Bankruptcy cases in our offices have a relatively short life span and our involvement in our client’s life ends soon.
When the case is over, do you dissect the case and evaluate what went right and not-so-right?
Greg Lambert, one of the authors of 3 Geeks and a LawBlog, suggested that firms conduct an After Action Review of a case, as his unit had done in the Army for field maneuvers.
Five questions were on the table:
- What was our mission?
- What actually happened?
- Why was there a difference?
- What have we learned?
- What will we do about it?
As staff in a 1000 lawyer firm, he contemplates a meeting of the lawyers involved and an examination of the project and the outcome. He called for an autopsy without blame.
For most consumer bankruptcy lawyers, these meetings could be held in the shower in the morning. But the exercise, though lonely, is no less valuable.
What went well in the case? Were there interview questions that elicited hitherto undisclosed facts? What did you miss in preparing the schedules? In preparing the client? Was there some bit of lore that should have been communicated to the client in advance?
Case in point
A case in my office this week took an unexpected turn when assets that could not be exempted turned up, after we had filed an emergency. My initial interview with the client and spouse had focused on how to protect a substantial piece of real estate that was both home and a source of retirement income.

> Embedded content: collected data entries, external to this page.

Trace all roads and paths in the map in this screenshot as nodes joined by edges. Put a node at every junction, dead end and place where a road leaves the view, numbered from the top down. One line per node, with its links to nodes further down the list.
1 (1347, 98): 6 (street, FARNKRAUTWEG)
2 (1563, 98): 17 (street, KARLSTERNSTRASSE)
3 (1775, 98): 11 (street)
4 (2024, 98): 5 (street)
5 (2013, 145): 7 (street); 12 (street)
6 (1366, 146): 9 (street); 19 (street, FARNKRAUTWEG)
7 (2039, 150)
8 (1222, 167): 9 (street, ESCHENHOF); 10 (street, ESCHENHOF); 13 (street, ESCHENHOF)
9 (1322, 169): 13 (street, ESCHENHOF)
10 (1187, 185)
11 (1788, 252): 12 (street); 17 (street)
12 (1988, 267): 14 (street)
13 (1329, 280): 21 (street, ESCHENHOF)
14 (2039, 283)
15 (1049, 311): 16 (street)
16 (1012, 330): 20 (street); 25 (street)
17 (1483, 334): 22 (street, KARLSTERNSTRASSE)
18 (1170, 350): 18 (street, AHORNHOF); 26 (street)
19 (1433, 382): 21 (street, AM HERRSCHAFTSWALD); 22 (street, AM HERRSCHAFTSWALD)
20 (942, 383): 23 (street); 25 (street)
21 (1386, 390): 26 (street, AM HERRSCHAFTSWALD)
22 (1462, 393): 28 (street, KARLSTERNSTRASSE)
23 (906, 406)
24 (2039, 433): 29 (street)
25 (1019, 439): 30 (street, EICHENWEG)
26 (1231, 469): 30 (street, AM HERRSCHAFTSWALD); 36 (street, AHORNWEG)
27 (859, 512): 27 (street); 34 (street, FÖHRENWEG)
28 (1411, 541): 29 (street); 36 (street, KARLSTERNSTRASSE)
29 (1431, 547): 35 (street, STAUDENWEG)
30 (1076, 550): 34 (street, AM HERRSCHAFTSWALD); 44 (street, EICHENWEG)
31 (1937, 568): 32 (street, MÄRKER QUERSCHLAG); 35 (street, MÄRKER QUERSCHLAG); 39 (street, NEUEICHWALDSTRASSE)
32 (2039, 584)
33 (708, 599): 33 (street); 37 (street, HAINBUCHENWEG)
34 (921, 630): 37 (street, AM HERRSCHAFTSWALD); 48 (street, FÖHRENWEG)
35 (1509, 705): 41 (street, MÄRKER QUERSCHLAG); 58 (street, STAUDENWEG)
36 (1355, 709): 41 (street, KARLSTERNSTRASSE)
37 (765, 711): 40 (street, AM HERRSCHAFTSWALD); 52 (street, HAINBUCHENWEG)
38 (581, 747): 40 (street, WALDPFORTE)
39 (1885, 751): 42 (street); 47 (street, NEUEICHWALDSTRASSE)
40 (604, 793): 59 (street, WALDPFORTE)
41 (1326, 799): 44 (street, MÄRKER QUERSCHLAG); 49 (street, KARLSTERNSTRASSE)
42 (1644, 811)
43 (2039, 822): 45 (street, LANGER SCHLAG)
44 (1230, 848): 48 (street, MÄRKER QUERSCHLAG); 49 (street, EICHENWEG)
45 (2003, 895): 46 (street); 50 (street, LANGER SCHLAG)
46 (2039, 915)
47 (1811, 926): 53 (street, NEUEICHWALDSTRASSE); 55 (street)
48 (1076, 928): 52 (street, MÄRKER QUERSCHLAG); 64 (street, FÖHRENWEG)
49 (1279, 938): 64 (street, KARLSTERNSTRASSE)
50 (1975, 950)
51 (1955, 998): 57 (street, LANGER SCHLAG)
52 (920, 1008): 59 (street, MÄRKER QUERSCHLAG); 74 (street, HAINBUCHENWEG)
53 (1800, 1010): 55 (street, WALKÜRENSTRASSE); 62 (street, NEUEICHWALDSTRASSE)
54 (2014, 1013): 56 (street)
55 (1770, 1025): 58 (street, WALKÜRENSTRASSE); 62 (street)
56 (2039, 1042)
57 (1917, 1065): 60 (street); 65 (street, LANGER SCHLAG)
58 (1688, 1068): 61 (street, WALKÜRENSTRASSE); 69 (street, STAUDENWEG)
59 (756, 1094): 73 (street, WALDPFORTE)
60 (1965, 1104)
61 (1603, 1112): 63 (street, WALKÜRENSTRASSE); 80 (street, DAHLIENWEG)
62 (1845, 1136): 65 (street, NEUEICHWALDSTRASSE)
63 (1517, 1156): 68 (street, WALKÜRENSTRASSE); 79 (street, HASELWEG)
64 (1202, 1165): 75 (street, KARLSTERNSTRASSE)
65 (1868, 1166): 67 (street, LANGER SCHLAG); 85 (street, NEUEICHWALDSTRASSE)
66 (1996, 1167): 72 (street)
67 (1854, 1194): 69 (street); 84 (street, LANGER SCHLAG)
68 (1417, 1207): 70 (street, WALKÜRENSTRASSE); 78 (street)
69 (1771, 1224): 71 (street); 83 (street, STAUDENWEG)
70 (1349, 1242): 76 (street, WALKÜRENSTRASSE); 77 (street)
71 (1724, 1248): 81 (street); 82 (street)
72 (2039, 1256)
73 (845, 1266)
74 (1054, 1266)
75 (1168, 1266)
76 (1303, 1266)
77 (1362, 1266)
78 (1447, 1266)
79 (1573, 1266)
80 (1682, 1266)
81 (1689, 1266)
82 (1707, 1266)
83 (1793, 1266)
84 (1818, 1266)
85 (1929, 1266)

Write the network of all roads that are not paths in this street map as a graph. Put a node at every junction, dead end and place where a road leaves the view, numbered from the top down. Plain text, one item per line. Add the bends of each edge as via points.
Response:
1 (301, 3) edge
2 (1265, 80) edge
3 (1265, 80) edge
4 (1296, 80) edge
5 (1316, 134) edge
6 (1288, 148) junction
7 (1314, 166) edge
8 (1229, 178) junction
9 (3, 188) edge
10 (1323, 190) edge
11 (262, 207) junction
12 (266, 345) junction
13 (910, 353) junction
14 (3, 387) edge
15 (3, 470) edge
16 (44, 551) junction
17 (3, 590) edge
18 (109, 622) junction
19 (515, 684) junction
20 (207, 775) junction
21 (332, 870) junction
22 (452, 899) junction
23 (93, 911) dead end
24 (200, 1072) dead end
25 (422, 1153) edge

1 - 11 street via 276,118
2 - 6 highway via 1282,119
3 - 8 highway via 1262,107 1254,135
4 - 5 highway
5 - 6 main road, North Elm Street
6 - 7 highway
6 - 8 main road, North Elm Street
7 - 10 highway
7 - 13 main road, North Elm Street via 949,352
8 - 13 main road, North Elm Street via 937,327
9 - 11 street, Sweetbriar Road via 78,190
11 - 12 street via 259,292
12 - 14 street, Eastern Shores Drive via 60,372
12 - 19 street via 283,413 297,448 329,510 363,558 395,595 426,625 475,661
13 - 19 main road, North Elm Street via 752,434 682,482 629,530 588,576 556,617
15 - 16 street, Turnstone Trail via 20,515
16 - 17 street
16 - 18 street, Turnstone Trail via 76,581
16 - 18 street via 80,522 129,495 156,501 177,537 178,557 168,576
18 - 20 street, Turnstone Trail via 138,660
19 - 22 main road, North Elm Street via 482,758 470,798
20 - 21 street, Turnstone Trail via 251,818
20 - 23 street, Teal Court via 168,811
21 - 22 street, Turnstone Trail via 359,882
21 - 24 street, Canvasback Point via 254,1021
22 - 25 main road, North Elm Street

Post petition, I saw other assets that couldn’t be exempted if we were to save the property.
Ouch! My bad.
If I’d seen this sooner, we might have been able to spend down or otherwise reconfigure the non exempt asset. Maybe not, but I’m chagrined not to have seen it and discussed it with the client sooner.
This case isn”t over, but I’ve already done an after action review and am revising our intake procedures so these issues surface sooner rather than later.